Seorang Narasumber
.
.
.
Aku berpura-pura menjadi bagian dari mereka.
Sederet kalimat itu tertulis dengan huruf bengkok-bengkok yang berantakan.
Sang penyidik, yang tengah duduk di samping ranjang pasien, memperhatikan secarik kertas bertuliskan pernyataan itu dengan teliti, kemudian menatap kembali wajah di depannya dengan satu alis terangkat. Pasien itu tidak melakukan apa-apa―hanya menunggu pertanyaan selanjutnya untuk dilontarkan. Sang penyidik yang merasa tidak tahan pada akhirnya berpaling dari pemandangan muka mengerikan itu dan mengatakan sesuatu.

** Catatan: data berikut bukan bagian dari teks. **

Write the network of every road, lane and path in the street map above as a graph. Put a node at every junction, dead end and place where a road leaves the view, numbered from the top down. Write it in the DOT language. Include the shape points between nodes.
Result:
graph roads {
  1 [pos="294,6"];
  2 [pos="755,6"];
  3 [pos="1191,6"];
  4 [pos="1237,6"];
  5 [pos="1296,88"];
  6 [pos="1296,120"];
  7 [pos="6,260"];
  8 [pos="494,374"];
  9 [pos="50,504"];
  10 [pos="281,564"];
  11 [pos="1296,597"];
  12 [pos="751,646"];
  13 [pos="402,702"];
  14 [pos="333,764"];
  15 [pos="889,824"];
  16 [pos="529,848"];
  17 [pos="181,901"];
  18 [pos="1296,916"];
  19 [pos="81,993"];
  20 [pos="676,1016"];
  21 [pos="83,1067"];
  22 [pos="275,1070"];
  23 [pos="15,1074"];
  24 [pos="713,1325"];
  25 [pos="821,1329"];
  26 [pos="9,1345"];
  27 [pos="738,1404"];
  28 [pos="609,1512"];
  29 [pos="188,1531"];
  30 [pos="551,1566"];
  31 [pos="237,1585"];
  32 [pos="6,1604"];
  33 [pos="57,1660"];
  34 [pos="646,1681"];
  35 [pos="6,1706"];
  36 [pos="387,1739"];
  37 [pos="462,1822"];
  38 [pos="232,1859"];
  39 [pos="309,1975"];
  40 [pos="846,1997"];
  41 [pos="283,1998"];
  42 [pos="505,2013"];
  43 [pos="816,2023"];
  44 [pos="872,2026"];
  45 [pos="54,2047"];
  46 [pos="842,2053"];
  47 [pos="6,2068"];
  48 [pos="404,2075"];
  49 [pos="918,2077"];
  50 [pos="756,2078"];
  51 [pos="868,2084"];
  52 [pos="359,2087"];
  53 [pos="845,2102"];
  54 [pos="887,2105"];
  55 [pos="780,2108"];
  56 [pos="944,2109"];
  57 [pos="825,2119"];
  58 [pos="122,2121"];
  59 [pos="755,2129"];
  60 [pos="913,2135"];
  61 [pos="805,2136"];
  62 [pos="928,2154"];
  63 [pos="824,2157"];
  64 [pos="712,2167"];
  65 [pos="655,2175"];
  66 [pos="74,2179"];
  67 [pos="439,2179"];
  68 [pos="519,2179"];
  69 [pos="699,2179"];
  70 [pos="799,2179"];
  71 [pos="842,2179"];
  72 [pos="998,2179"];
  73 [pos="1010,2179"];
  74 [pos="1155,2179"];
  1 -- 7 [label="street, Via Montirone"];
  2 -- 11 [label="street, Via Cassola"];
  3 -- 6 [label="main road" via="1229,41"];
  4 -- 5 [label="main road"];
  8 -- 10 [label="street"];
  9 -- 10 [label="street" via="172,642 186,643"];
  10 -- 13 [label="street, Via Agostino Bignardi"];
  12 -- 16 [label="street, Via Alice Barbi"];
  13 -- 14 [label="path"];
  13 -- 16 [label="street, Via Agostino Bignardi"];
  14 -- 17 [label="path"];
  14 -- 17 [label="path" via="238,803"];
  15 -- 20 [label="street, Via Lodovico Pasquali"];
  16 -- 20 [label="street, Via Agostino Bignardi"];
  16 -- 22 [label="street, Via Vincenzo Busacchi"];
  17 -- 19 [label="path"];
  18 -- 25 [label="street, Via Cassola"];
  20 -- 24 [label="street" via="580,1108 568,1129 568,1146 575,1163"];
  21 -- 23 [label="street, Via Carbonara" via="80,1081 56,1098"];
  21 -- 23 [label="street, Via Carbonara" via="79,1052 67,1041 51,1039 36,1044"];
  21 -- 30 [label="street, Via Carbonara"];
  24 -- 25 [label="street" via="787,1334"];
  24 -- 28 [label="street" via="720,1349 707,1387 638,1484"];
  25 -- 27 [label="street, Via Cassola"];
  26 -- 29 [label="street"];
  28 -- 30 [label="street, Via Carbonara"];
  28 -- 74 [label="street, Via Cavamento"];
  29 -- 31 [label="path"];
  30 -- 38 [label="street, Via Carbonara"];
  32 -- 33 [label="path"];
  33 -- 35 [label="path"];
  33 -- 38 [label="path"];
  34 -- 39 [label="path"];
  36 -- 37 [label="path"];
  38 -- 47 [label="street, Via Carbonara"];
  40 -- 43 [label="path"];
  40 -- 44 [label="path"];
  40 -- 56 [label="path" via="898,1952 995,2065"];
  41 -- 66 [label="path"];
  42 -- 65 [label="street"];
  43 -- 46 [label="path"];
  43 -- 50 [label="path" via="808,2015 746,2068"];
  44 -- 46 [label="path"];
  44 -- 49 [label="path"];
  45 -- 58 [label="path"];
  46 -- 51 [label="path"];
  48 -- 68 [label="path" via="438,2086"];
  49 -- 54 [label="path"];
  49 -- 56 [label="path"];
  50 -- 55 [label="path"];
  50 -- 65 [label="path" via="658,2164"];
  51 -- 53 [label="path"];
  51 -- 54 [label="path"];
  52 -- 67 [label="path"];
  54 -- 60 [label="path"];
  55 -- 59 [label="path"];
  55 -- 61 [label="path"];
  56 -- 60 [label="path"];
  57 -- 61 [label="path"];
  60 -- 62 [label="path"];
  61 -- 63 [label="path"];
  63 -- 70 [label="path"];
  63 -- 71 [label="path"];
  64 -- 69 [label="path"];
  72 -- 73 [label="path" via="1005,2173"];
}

"Kalau begitu, Dongsun-ssi," kata penyidik tersebut, tampak sibuk membolak-balik catatannya. "Atas alasan apa anda nekat menyamar menjadi salah satu anggota sekte ajaran sesat mereka?"
Dongsun―nama pasien itu―tidak membutuhkan waktu lama untuk berpikir. Dia menarik kertas tersebut dari hadapan penyidik dan tenggelam kembali dalam aktivitas menulisnya.
Sementara sang penyidik diam-diam memperhatikan Dongsun. Gejolak mual hinggap di dasar perutnya ketika menatap keadaan wajahnya yang mengenaskan. Kulit di sekitar mulut Dongsun berwarna merah terang seperti daging mentah, kontras dengan warna dahinya yang putih pucat. Terhitung dari sudut bibir kanan sampai sekitar empat senti melewati pipi, terdapat corak jahitan membujur yang mulai mengering. Dalam sekilas pandang, orang awam pasti berpikir bila Dongsun sedang memakai topeng bercodet di separuh wajahnya. Akan tetapi, kenyataan yang terjadi sesungguhnya jauh lebih parah dari itu.
Salah seorang dokter yang menanganinya memberikan laporan yang cukup memilukan mengenai kondisi Dongsun. Luka tembakan pistol polisi di paha kirinya bahkan belum cukup parah bila dibandingkan dengan cedera di separuh wajahnya; Mulutnya disobek, lidahnya dipotong, langit-langit di dalamnya disundut rokok, serta empat gigi gerahamnya dicabut paksa. Terlepas dari fakta akan status merah Dongsun dalam catatan kepolisian, penyidik itu tidak bisa berpura-pura abai dengan kemalangan yang menimpanya. Rentetan kejadian macam apa yang membawa Dongsun hingga berakhir seperti ini?
Dia dilumpuhkan oleh polisi karena telah mengakibatkan kekacauan di jalan raya beberapa waktu lalu. Tembakan di kakinya tidak mengakibatkan luka kronis, akan tetapi dokter berasumsi penyebab lain yang melatarbelakangi kejatuhannya dalam koma selama beberapa hari kemarin. Shock dan trauma pasca penyiksaan (yang membuat sebagian wajahnya rusak sehingga dia kesulitan bicara) adalah salah satu penyebabnya. Yang menjadi pertanyaan penting, siapa dan atas dasar apa Dongsun mengalami siksaan sedemikian menyakitkan?
Belum sempat penyidik itu mendaratkan kecurigaannya pada beberapa pihak, Dongsun akhirnya selesai menulis. Dia membalik kertas dari pangkuannya dan menghadapkannya pada sang penyidik.
Orang-orang hilang secara misterius. Sebagai wartawan, instingku tidak pernah keliru. Selama setahun ini kuselidiki banyak kejadian yang berkaitan dengan kasus-kasus orang hilang di Korea, dan kecurigaanku timbul saat aku bertemu dengan sebuah kelompok rahasia. Merekalah pelakunya, komplotan penjahat yang mengambil orang-orang tidak bersalah itu.
"Mengambil, katamu?" Penyidik itu mengulangnya sembari menyipitkan mata.
Dongsun mengangguk menegaskan, sementara wajah sang penyidik mendadak menegang seakan-akan seseorang telah menyelipkan jarum ke dalam kulitnya.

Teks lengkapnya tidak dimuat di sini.